Try it: Copy out all of the lines below exactly; the pictures do not belong in the copy.

Exercise data:
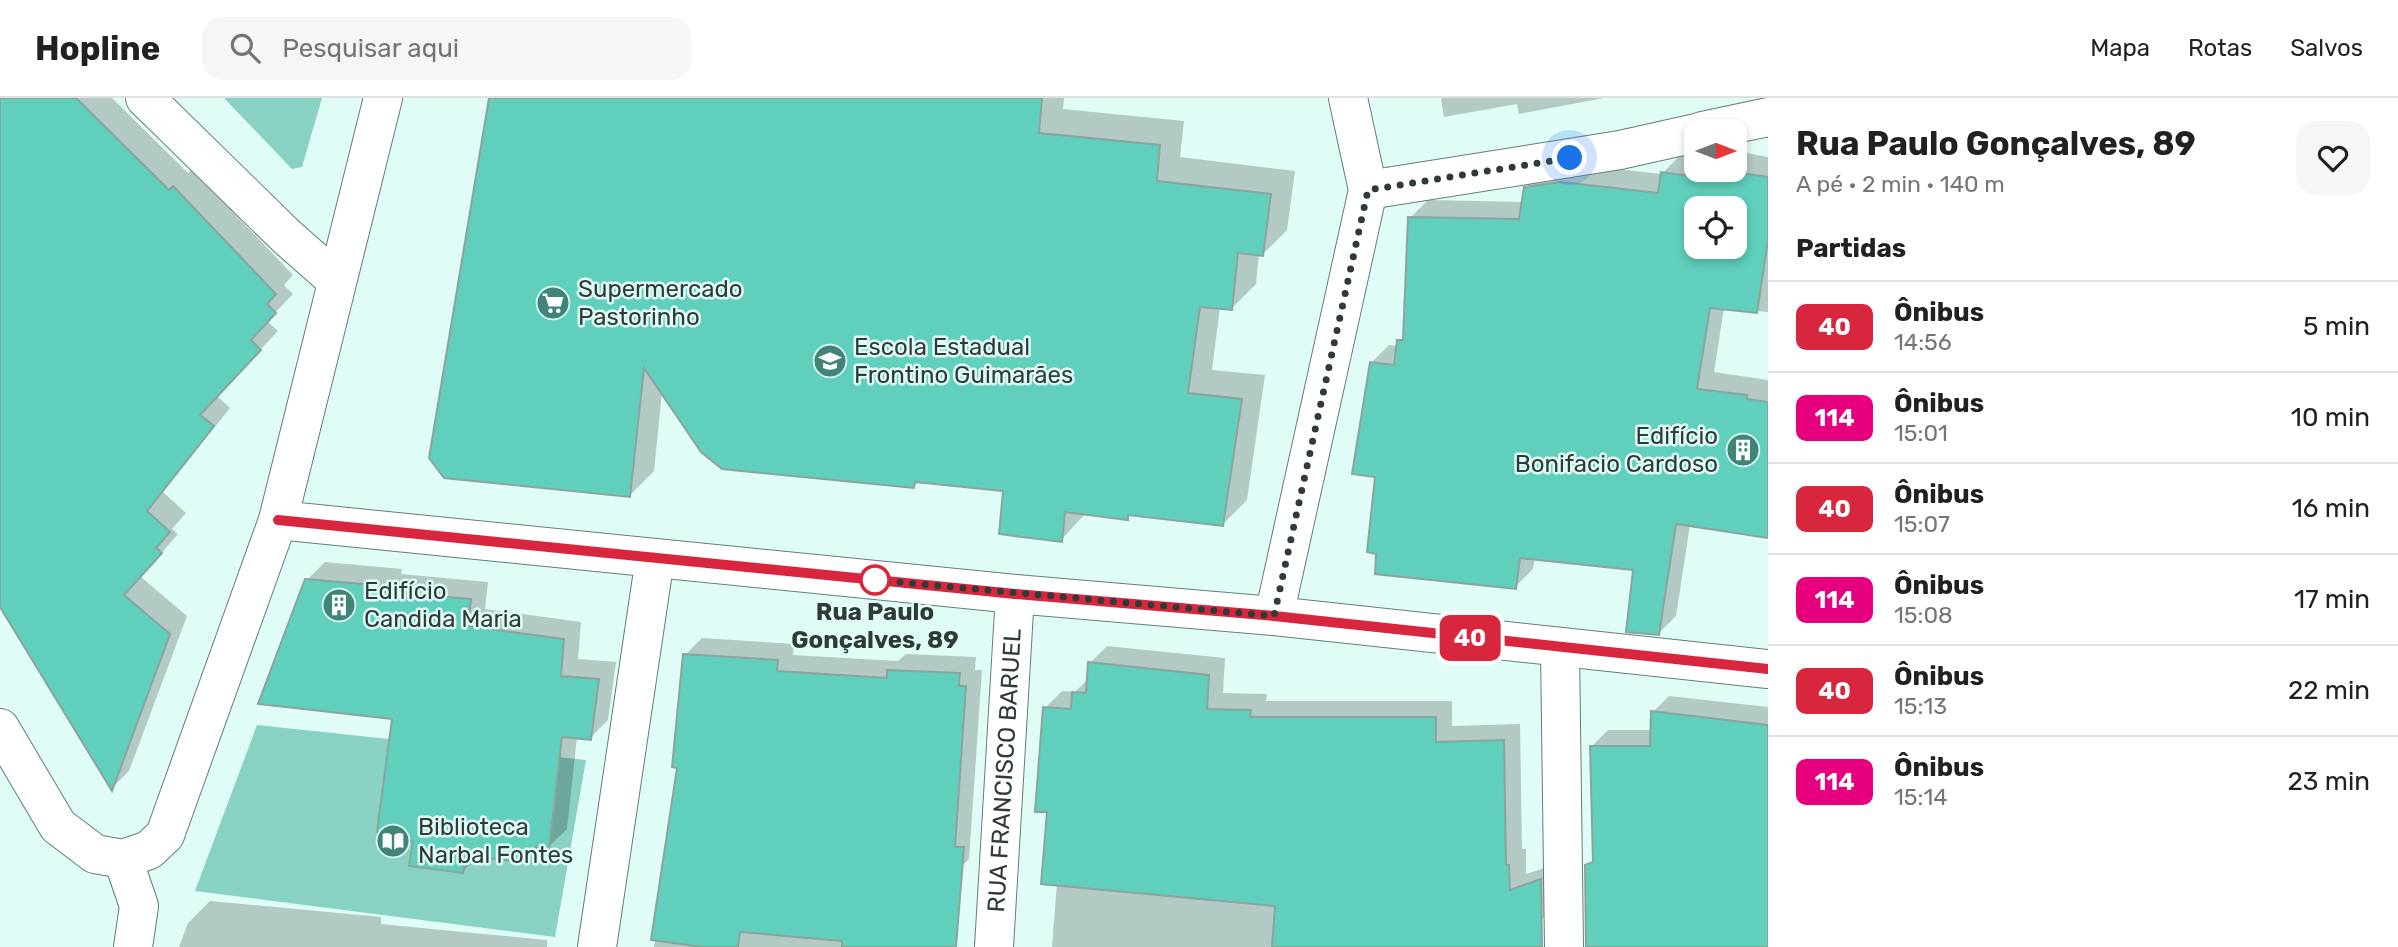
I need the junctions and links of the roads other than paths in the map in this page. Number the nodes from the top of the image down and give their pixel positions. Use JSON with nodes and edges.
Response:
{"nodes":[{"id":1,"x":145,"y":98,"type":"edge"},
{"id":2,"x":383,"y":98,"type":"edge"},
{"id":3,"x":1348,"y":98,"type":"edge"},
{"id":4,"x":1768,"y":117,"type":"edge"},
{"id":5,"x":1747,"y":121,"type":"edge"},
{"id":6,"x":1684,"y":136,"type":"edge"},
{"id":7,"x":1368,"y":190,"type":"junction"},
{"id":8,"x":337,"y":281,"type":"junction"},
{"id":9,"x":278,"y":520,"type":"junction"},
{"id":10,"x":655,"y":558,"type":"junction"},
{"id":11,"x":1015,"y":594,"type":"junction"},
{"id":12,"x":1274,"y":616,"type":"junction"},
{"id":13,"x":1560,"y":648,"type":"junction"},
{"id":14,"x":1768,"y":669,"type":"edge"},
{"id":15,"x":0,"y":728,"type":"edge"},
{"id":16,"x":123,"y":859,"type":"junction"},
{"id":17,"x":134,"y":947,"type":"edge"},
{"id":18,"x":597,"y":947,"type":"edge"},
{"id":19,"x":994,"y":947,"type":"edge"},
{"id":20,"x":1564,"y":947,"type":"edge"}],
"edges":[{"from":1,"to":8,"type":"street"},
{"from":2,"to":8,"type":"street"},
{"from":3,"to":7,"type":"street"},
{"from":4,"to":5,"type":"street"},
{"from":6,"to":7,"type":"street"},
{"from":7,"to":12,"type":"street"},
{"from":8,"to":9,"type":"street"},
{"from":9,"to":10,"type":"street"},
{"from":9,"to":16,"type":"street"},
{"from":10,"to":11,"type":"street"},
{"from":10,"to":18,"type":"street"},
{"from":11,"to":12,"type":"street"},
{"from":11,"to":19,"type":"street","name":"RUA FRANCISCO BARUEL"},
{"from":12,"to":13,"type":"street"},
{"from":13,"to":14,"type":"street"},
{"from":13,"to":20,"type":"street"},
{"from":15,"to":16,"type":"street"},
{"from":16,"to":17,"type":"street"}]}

Response for this exercise:
I need the junctions and links of the roads other than paths in the map in this page. Number the nodes from the top of the image down and give their pixel positions. Use JSON with nodes and edges.
Response:
{"nodes":[{"id":1,"x":145,"y":98,"type":"edge"},
{"id":2,"x":383,"y":98,"type":"edge"},
{"id":3,"x":1348,"y":98,"type":"edge"},
{"id":4,"x":1768,"y":117,"type":"edge"},
{"id":5,"x":1747,"y":121,"type":"edge"},
{"id":6,"x":1684,"y":136,"type":"edge"},
{"id":7,"x":1368,"y":190,"type":"junction"},
{"id":8,"x":337,"y":281,"type":"junction"},
{"id":9,"x":278,"y":520,"type":"junction"},
{"id":10,"x":655,"y":558,"type":"junction"},
{"id":11,"x":1015,"y":594,"type":"junction"},
{"id":12,"x":1274,"y":616,"type":"junction"},
{"id":13,"x":1560,"y":648,"type":"junction"},
{"id":14,"x":1768,"y":669,"type":"edge"},
{"id":15,"x":0,"y":728,"type":"edge"},
{"id":16,"x":123,"y":859,"type":"junction"},
{"id":17,"x":134,"y":947,"type":"edge"},
{"id":18,"x":597,"y":947,"type":"edge"},
{"id":19,"x":994,"y":947,"type":"edge"},
{"id":20,"x":1564,"y":947,"type":"edge"}],
"edges":[{"from":1,"to":8,"type":"street"},
{"from":2,"to":8,"type":"street"},
{"from":3,"to":7,"type":"street"},
{"from":4,"to":5,"type":"street"},
{"from":6,"to":7,"type":"street"},
{"from":7,"to":12,"type":"street"},
{"from":8,"to":9,"type":"street"},
{"from":9,"to":10,"type":"street"},
{"from":9,"to":16,"type":"street"},
{"from":10,"to":11,"type":"street"},
{"from":10,"to":18,"type":"street"},
{"from":11,"to":12,"type":"street"},
{"from":11,"to":19,"type":"street","name":"RUA FRANCISCO BARUEL"},
{"from":12,"to":13,"type":"street"},
{"from":13,"to":14,"type":"street"},
{"from":13,"to":20,"type":"street"},
{"from":15,"to":16,"type":"street"},
{"from":16,"to":17,"type":"street"}]}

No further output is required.